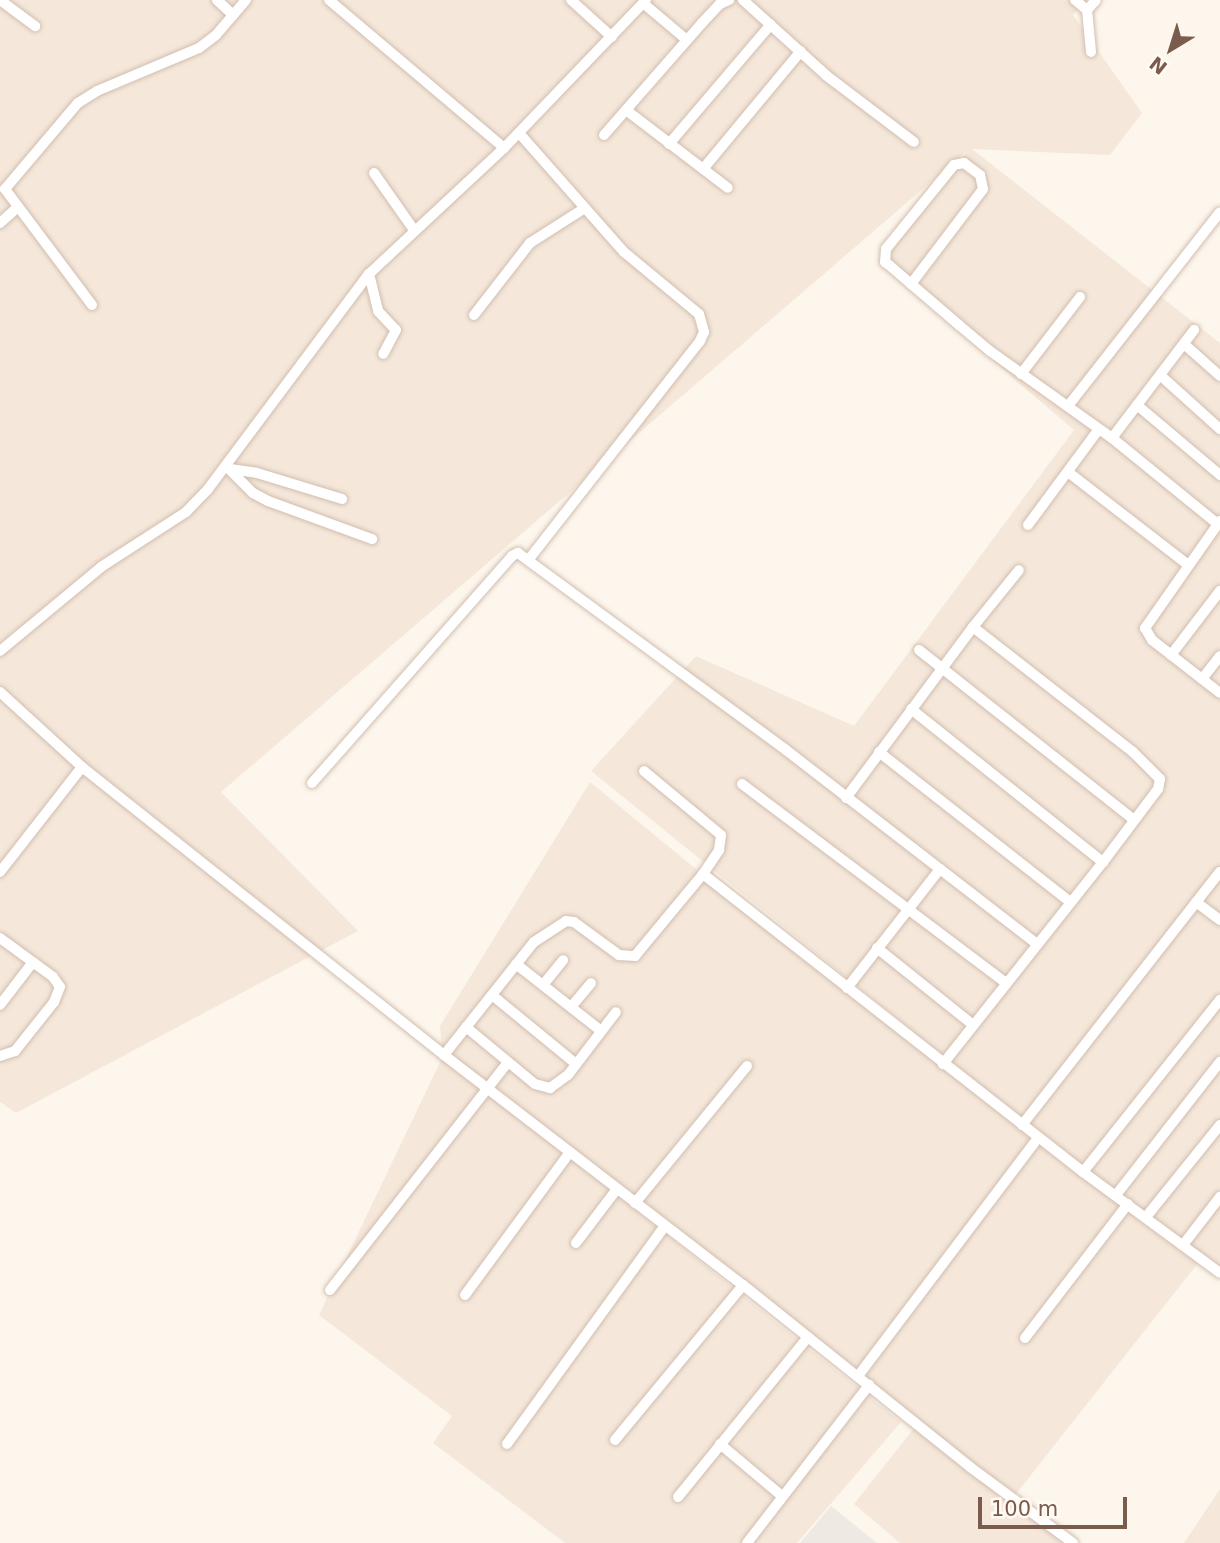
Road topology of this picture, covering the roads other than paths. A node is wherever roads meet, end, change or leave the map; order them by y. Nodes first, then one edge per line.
1 (0, 0) edge
2 (217, 0) edge
3 (246, 0) edge
4 (329, 0) edge
5 (571, 0) edge
6 (729, 0) edge
7 (743, 0) edge
8 (1075, 0) edge
9 (1096, 0) edge
10 (645, 1) edge
11 (1087, 10) junction
12 (233, 15) junction
13 (771, 24) junction
14 (35, 26) dead end
15 (612, 37) junction
16 (687, 40) junction
17 (801, 51) junction
18 (1090, 52) dead end
19 (626, 110) junction
20 (519, 133) junction
21 (604, 135) dead end
22 (914, 142) dead end
23 (669, 144) junction
24 (504, 148) junction
25 (703, 169) junction
26 (374, 173) dead end
27 (728, 188) dead end
28 (18, 207) junction
29 (585, 208) junction
30 (1220, 212) edge
31 (0, 223) edge
32 (414, 230) junction
33 (369, 274) junction
34 (911, 284) junction
35 (1080, 298) dead end
36 (92, 305) dead end
37 (474, 315) dead end
38 (1194, 330) dead end
39 (1184, 344) junction
40 (383, 354) dead end
41 (1021, 374) junction
42 (1160, 375) junction
43 (1220, 376) edge
44 (1137, 405) junction
45 (1068, 407) junction
46 (1099, 429) junction
47 (1220, 429) edge
48 (1112, 438) junction
49 (229, 468) junction
50 (1068, 471) junction
51 (1220, 475) edge
52 (342, 499) dead end
53 (1219, 523) edge
54 (1028, 526) dead end
55 (372, 539) dead end
56 (529, 559) junction
57 (1186, 565) junction
58 (1019, 570) dead end
59 (1220, 591) edge
60 (974, 627) junction
61 (919, 650) dead end
62 (0, 651) edge
63 (1171, 655) junction
64 (1220, 656) edge
65 (942, 669) junction
66 (1202, 679) junction
67 (0, 692) edge
68 (1220, 693) edge
69 (911, 709) junction
70 (879, 752) junction
71 (82, 767) junction
72 (644, 771) dead end
73 (312, 783) dead end
74 (742, 784) dead end
75 (846, 798) junction
76 (1134, 820) junction
77 (1103, 862) junction
78 (940, 869) junction
79 (0, 872) edge
80 (1220, 872) edge
81 (703, 874) junction
82 (1069, 901) junction
83 (1196, 902) junction
84 (909, 909) junction
85 (1220, 920) edge
86 (1, 940) edge
87 (1036, 943) junction
88 (877, 948) junction
89 (563, 961) dead end
90 (33, 962) junction
91 (516, 964) junction
92 (591, 983) dead end
93 (1006, 984) junction
94 (543, 985) junction
95 (847, 988) junction
96 (492, 995) junction
97 (1220, 1000) edge
98 (0, 1005) edge
99 (571, 1007) junction
100 (617, 1012) dead end
101 (973, 1025) junction
102 (466, 1027) junction
103 (601, 1031) junction
104 (444, 1055) junction
105 (0, 1056) edge
106 (508, 1062) junction
107 (1220, 1062) edge
108 (576, 1064) junction
109 (943, 1064) junction
110 (747, 1066) dead end
111 (490, 1088) junction
112 (1022, 1125) junction
113 (1220, 1125) edge
114 (1038, 1138) junction
115 (570, 1152) junction
116 (1083, 1172) junction
117 (617, 1189) junction
118 (1116, 1195) junction
119 (1220, 1197) edge
120 (635, 1203) junction
121 (1128, 1204) junction
122 (1146, 1217) junction
123 (665, 1226) junction
124 (576, 1243) dead end
125 (1183, 1245) junction
126 (1220, 1273) edge
127 (743, 1285) junction
128 (330, 1290) dead end
129 (465, 1295) dead end
130 (808, 1337) junction
131 (1026, 1338) dead end
132 (858, 1376) junction
133 (869, 1385) junction
134 (615, 1440) dead end
135 (507, 1444) dead end
136 (720, 1444) junction
137 (782, 1496) junction
138 (678, 1497) dead end
139 (747, 1543) edge
140 (1073, 1543) edge

1 - 14 street
2 - 12 street
3 - 12 street
4 - 24 street
5 - 15 street
6 - 16 street
7 - 13 street
8 - 11 street
9 - 11 street
10 - 15 street
10 - 16 street
11 - 18 street
12 - 28 street
13 - 17 street
13 - 23 street
15 - 20 street
16 - 19 street
17 - 22 street
17 - 25 street
19 - 21 street
19 - 23 street
20 - 24 street
20 - 29 street
23 - 25 street
24 - 32 street
25 - 27 street
26 - 32 street
28 - 31 street
28 - 36 street
29 - 37 street
29 - 56 street
30 - 45 street
32 - 33 street
33 - 40 street
33 - 49 street
34 - 34 street
34 - 41 street
35 - 41 street
38 - 39 street
39 - 42 street
39 - 43 street
41 - 45 street
42 - 44 street
42 - 47 street
44 - 48 street
44 - 51 street
45 - 46 street
46 - 48 street
46 - 50 street
48 - 53 street
49 - 52 street
49 - 55 street
49 - 62 street
50 - 54 street
50 - 57 street
53 - 57 street
56 - 73 street
56 - 75 street
57 - 63 street
58 - 60 street
59 - 63 street
60 - 65 street
60 - 76 street
61 - 65 street
63 - 66 street
64 - 66 street
65 - 69 street
65 - 76 street
66 - 68 street
67 - 71 street
69 - 70 street
69 - 77 street
70 - 75 street
70 - 82 street
71 - 79 street
71 - 104 street
72 - 81 street
74 - 84 street
75 - 78 street
76 - 77 street
77 - 82 street
78 - 84 street
78 - 87 street
80 - 83 street
81 - 91 street
81 - 95 street
82 - 87 street
83 - 85 street
83 - 112 street
84 - 88 street
84 - 93 street
86 - 90 street
87 - 93 street
88 - 95 street
88 - 101 street
89 - 94 street
90 - 98 street
90 - 105 street
91 - 94 street
91 - 96 street
92 - 99 street
93 - 101 street
94 - 99 street
95 - 109 street
96 - 102 street
96 - 108 street
97 - 116 street
99 - 103 street
100 - 103 street
101 - 109 street
102 - 104 street
102 - 106 street
103 - 108 street
104 - 111 street
106 - 108 street
106 - 111 street
107 - 118 street
109 - 112 street
110 - 120 street
111 - 115 street
111 - 128 street
112 - 114 street
113 - 122 street
114 - 116 street
114 - 132 street
115 - 117 street
115 - 129 street
116 - 118 street
117 - 120 street
117 - 124 street
118 - 121 street
119 - 125 street
120 - 123 street
121 - 122 street
121 - 131 street
122 - 125 street
123 - 127 street
123 - 135 street
125 - 126 street
127 - 130 street
127 - 134 street
130 - 132 street
130 - 136 street
132 - 133 street
133 - 137 street
133 - 140 street
136 - 137 street
136 - 138 street
137 - 139 street

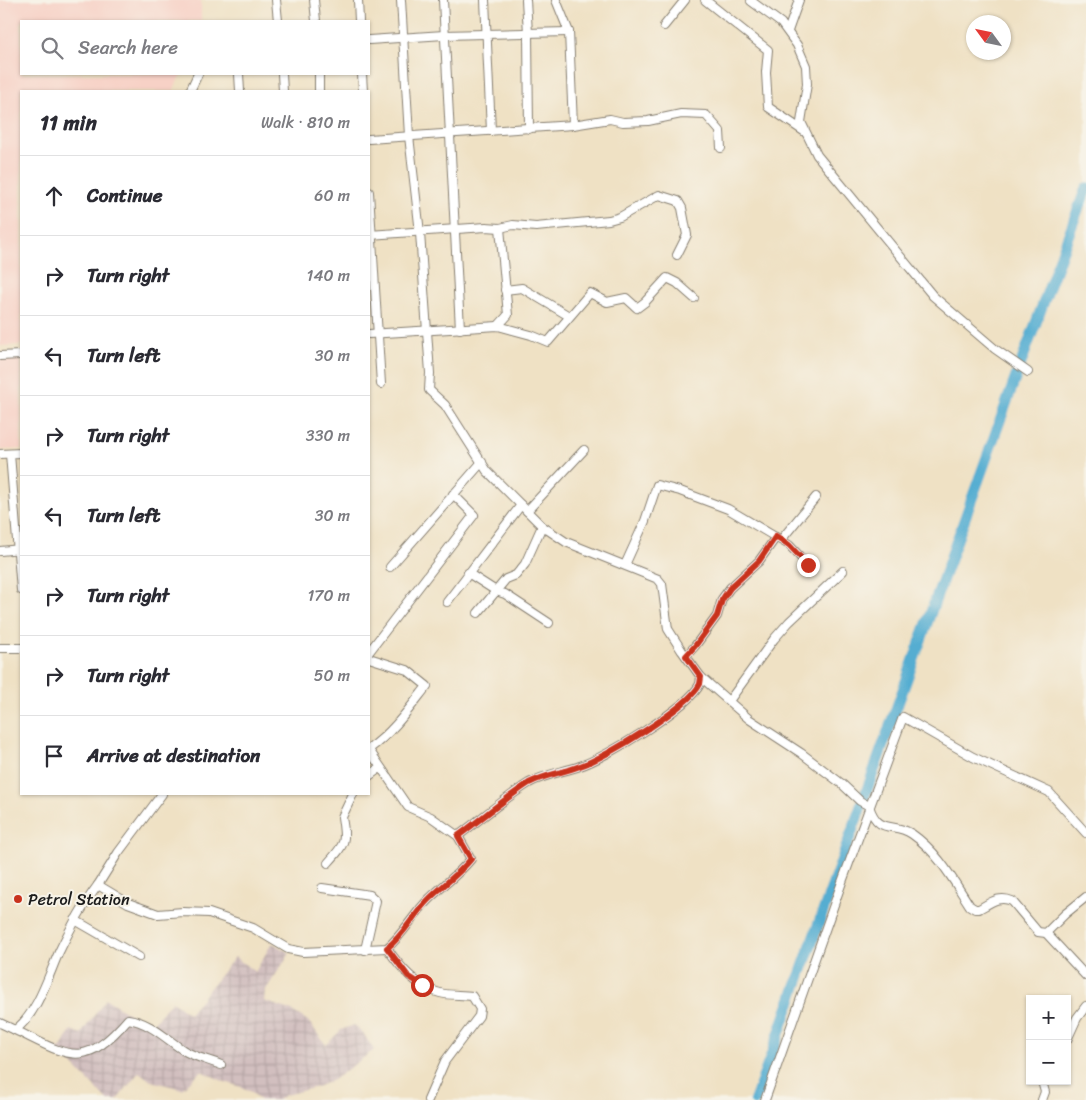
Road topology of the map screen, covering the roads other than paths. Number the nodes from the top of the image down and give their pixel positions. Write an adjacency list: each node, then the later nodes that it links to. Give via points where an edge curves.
1 (276, 0): 13 (street)
2 (314, 0): 14 (street)
3 (358, 0): 15 (street)
4 (401, 0): 22 (street)
5 (444, 0): 21 (street)
6 (485, 0): 19 (street)
7 (526, 0): 20 (street)
8 (556, 0): 18 (street)
9 (685, 0): 16 (street)
10 (705, 0): 37 (street, via 768,50 768,107)
11 (751, 0): 17 (street)
12 (800, 0): 17 (street)
13 (278, 20)
14 (316, 20)
15 (360, 20)
16 (664, 26)
17 (788, 31): 37 (street, via 806,66 807,84 801,122)
18 (569, 32): 20 (street); 34 (street)
19 (487, 33): 20 (street); 21 (street); 36 (street)
20 (528, 33): 35 (street)
21 (444, 35): 22 (street); 38 (street)
22 (403, 37): 23 (street); 39 (street)
23 (370, 40)
24 (198, 75): 29 (street)
25 (240, 75): 30 (street)
26 (282, 75): 31 (street)
27 (319, 75): 32 (street)
28 (362, 75): 33 (street)
29 (190, 90)
30 (240, 90)
31 (283, 90)
32 (319, 90)
33 (363, 90)
34 (573, 125): 35 (street); 41 (street, via 610,119 648,121 681,114 706,114 720,131)
35 (529, 129): 36 (street)
36 (491, 132): 38 (street)
37 (805, 132): 57 (street, via 817,155 933,296)
38 (451, 134): 39 (street); 43 (street)
39 (408, 136): 40 (street); 44 (street)
40 (370, 139)
41 (722, 148)
42 (500, 228): 43 (street); 46 (street, via 620,217 659,195 678,201 682,208 687,235); 47 (street)
43 (455, 229): 44 (street); 51 (street)
44 (420, 232): 45 (street); 52 (street)
45 (370, 235): 53 (street)
46 (677, 255)
47 (505, 290): 49 (street, via 522,288); 50 (street, via 508,315)
48 (694, 298): 49 (street, via 678,283 667,278 637,308 626,298 607,302 590,294)
49 (569, 316): 50 (street, via 548,342)
50 (498, 326): 51 (street)
51 (460, 329): 52 (street)
52 (427, 330): 53 (street); 63 (street, via 429,390 445,405)
53 (378, 333): 54 (street); 58 (street)
54 (370, 334)
55 (0, 356): 56 (street)
56 (20, 356)
57 (1028, 372)
58 (380, 384)
59 (584, 450): 66 (street)
60 (20, 453): 62 (street)
61 (0, 454): 62 (street)
62 (10, 454): 69 (street)
63 (482, 462): 64 (street); 66 (street)
64 (453, 494): 73 (street); 83 (street, via 474,515)
65 (816, 497): 68 (street)
66 (524, 508): 67 (street); 76 (street)
67 (542, 526): 71 (street, via 566,542); 77 (street, via 525,564)
68 (779, 538): 71 (street, via 728,509 657,485); 72 (street); 84 (street, via 730,588 717,616)
69 (19, 549): 70 (street); 74 (street)
70 (0, 551)
71 (625, 565): 84 (street, via 654,576 662,584 668,629)
72 (808, 565)
73 (390, 567)
74 (20, 570)
75 (842, 571): 87 (street, via 774,639)
76 (468, 573): 77 (street); 78 (street)
77 (496, 591): 79 (street); 80 (street)
78 (447, 602)
79 (478, 613)
80 (549, 623)
81 (0, 648): 82 (street)
82 (20, 648)
83 (370, 651)
84 (686, 656): 86 (street)
85 (370, 658): 88 (street, via 407,670 427,686 398,724)
86 (701, 677): 87 (street); 96 (street, via 692,694 636,737 581,766 545,775 528,784)
87 (729, 701): 94 (street)
88 (370, 749)
89 (370, 752): 90 (street)
90 (380, 768): 91 (street); 96 (street, via 408,807 431,817)
91 (370, 775)
92 (161, 795): 98 (street)
93 (353, 795): 97 (street, via 342,817 346,832 344,840)
94 (869, 806): 95 (street, via 903,717 973,757 1048,792); 102 (street, via 874,819 884,827 910,832 934,852 970,906 979,909 1000,898 1012,900 1038,932); 114 (street)
95 (1086, 833)
96 (458, 836): 103 (street, via 471,859 428,900)
97 (328, 863)
98 (98, 885): 101 (street); 104 (street, via 128,903 158,914 209,913 253,928 288,948 303,952)
99 (322, 888): 104 (street, via 374,897 376,901)
100 (1086, 898): 102 (street)
101 (75, 920): 105 (street); 109 (street, via 32,1009)
102 (1046, 933): 106 (street)
103 (387, 948): 104 (street); 113 (street, via 408,976 441,993 472,996 480,1009 479,1016 444,1061)
104 (365, 950)
105 (139, 957)
106 (1086, 976)
107 (1086, 1006): 110 (street)
108 (0, 1023): 109 (street)
109 (15, 1030): 111 (street, via 67,1054 78,1055 97,1048 128,1019 135,1020 164,1035 184,1051)
110 (1071, 1031)
111 (221, 1065)
112 (1044, 1085): 115 (street)
113 (428, 1100)
114 (765, 1100)
115 (1042, 1100)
——
** Instructions for the task **
Tally how many lines of the records hold the word "Road". Answer with the number only.

** Reply **
2